Without the pictures, copy all of the data exactly.

BEGIN GIVEN RECORDS

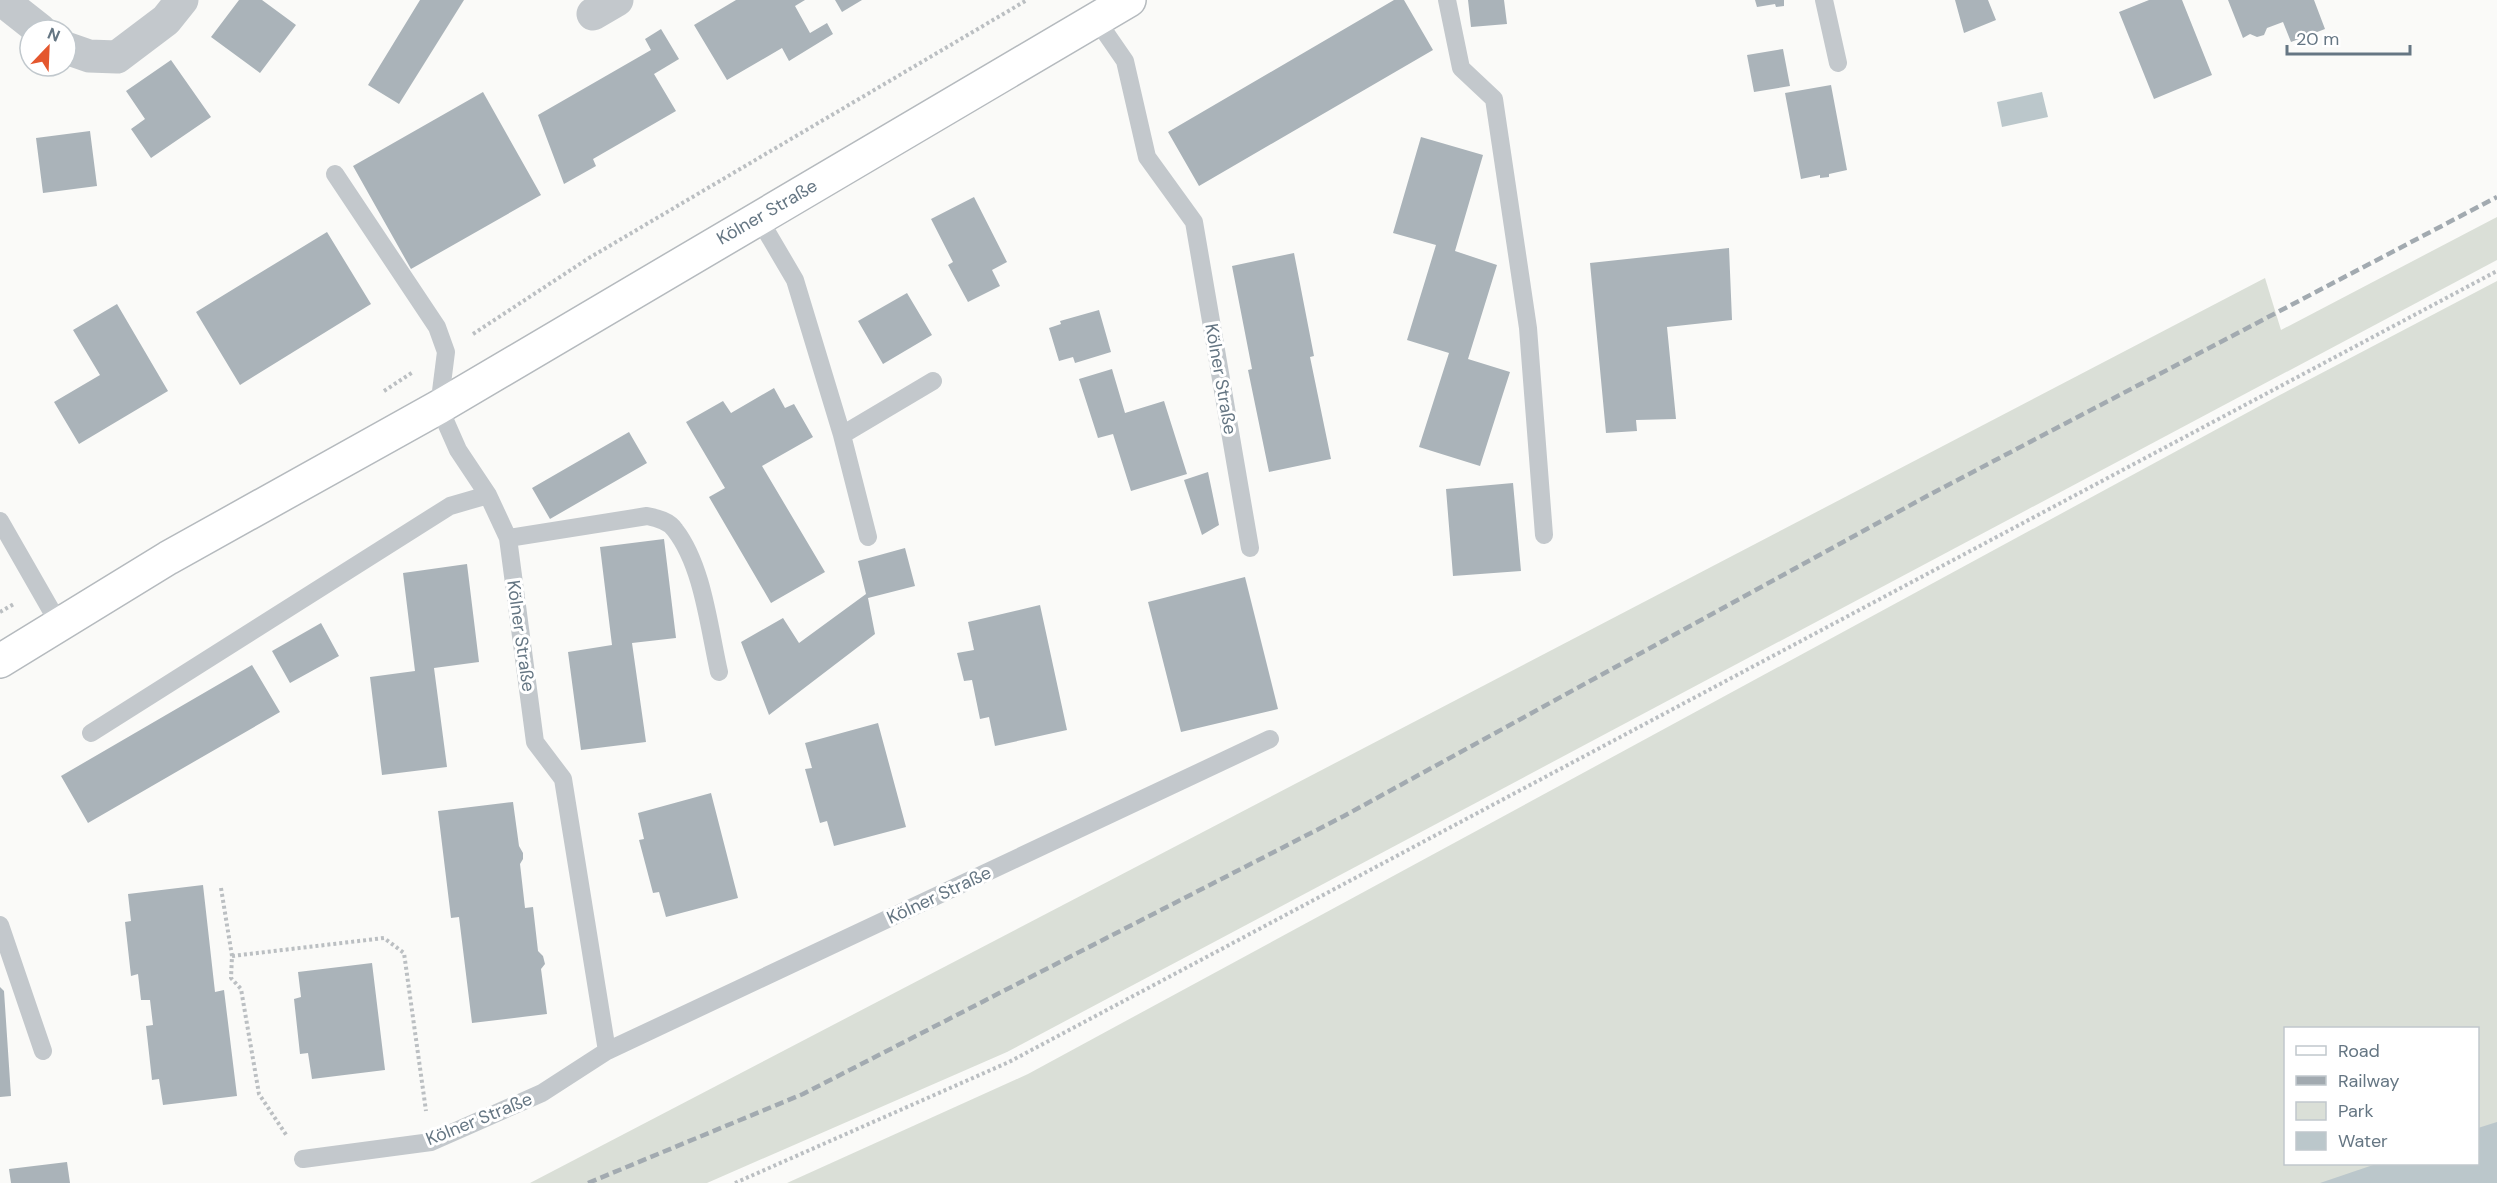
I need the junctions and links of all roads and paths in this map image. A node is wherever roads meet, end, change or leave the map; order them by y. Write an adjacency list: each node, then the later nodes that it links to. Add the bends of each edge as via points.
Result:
1 (2, 0): 7 (street)
2 (182, 0): 9 (street, via 166,20 117,57)
3 (1027, 0): 14 (path, via 589,258)
4 (1129, 0): 8 (main road, Kölner Straße)
5 (1447, 0): 20 (lane, via 1461,68 1494,99 1528,328)
6 (1824, 0): 10 (lane)
7 (25, 18)
8 (1096, 19): 12 (main road, Kölner Straße); 23 (lane, Kölner Straße, via 1125,61 1147,157 1194,222)
9 (78, 52)
10 (1838, 63)
11 (335, 174): 14 (lane, via 436,327)
12 (758, 217): 16 (main road, Kölner Straße); 17 (lane, via 795,280)
13 (2497, 271): 36 (path, via 1009,1062)
14 (446, 352): 16 (lane)
15 (933, 381): 17 (lane)
16 (439, 407): 18 (lane, Kölner Straße, via 458,450); 24 (main road, Kölner Straße, via 168,558)
17 (842, 435): 21 (lane)
18 (488, 495): 22 (lane, Kölner Straße); 27 (lane, via 450,506)
19 (0, 521): 24 (lane)
20 (1545, 535)
21 (868, 537)
22 (508, 538): 26 (lane, via 647,516 662,519 675,528 694,566); 33 (lane, Kölner Straße, via 535,742 563,779)
23 (1250, 548)
24 (59, 624): 25 (main road, Kölner Straße)
25 (0, 661)
26 (718, 672)
27 (91, 733)
28 (1270, 739): 33 (lane, Kölner Straße)
29 (221, 888): 31 (path)
30 (0, 925): 32 (lane)
31 (232, 956): 34 (path, via 384,938 404,953); 35 (path, via 231,978 241,989 259,1094)
32 (43, 1051)
33 (607, 1051): 34 (lane, Kölner Straße, via 542,1093)
34 (431, 1142): 35 (lane, Kölner Straße)
35 (303, 1159)
36 (735, 1183)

END GIVEN RECORDS

■ **SOLUTION**:
I need the junctions and links of all roads and paths in this map image. A node is wherever roads meet, end, change or leave the map; order them by y. Write an adjacency list: each node, then the later nodes that it links to. Add the bends of each edge as via points.
Result:
1 (2, 0): 7 (street)
2 (182, 0): 9 (street, via 166,20 117,57)
3 (1027, 0): 14 (path, via 589,258)
4 (1129, 0): 8 (main road, Kölner Straße)
5 (1447, 0): 20 (lane, via 1461,68 1494,99 1528,328)
6 (1824, 0): 10 (lane)
7 (25, 18)
8 (1096, 19): 12 (main road, Kölner Straße); 23 (lane, Kölner Straße, via 1125,61 1147,157 1194,222)
9 (78, 52)
10 (1838, 63)
11 (335, 174): 14 (lane, via 436,327)
12 (758, 217): 16 (main road, Kölner Straße); 17 (lane, via 795,280)
13 (2497, 271): 36 (path, via 1009,1062)
14 (446, 352): 16 (lane)
15 (933, 381): 17 (lane)
16 (439, 407): 18 (lane, Kölner Straße, via 458,450); 24 (main road, Kölner Straße, via 168,558)
17 (842, 435): 21 (lane)
18 (488, 495): 22 (lane, Kölner Straße); 27 (lane, via 450,506)
19 (0, 521): 24 (lane)
20 (1545, 535)
21 (868, 537)
22 (508, 538): 26 (lane, via 647,516 662,519 675,528 694,566); 33 (lane, Kölner Straße, via 535,742 563,779)
23 (1250, 548)
24 (59, 624): 25 (main road, Kölner Straße)
25 (0, 661)
26 (718, 672)
27 (91, 733)
28 (1270, 739): 33 (lane, Kölner Straße)
29 (221, 888): 31 (path)
30 (0, 925): 32 (lane)
31 (232, 956): 34 (path, via 384,938 404,953); 35 (path, via 231,978 241,989 259,1094)
32 (43, 1051)
33 (607, 1051): 34 (lane, Kölner Straße, via 542,1093)
34 (431, 1142): 35 (lane, Kölner Straße)
35 (303, 1159)
36 (735, 1183)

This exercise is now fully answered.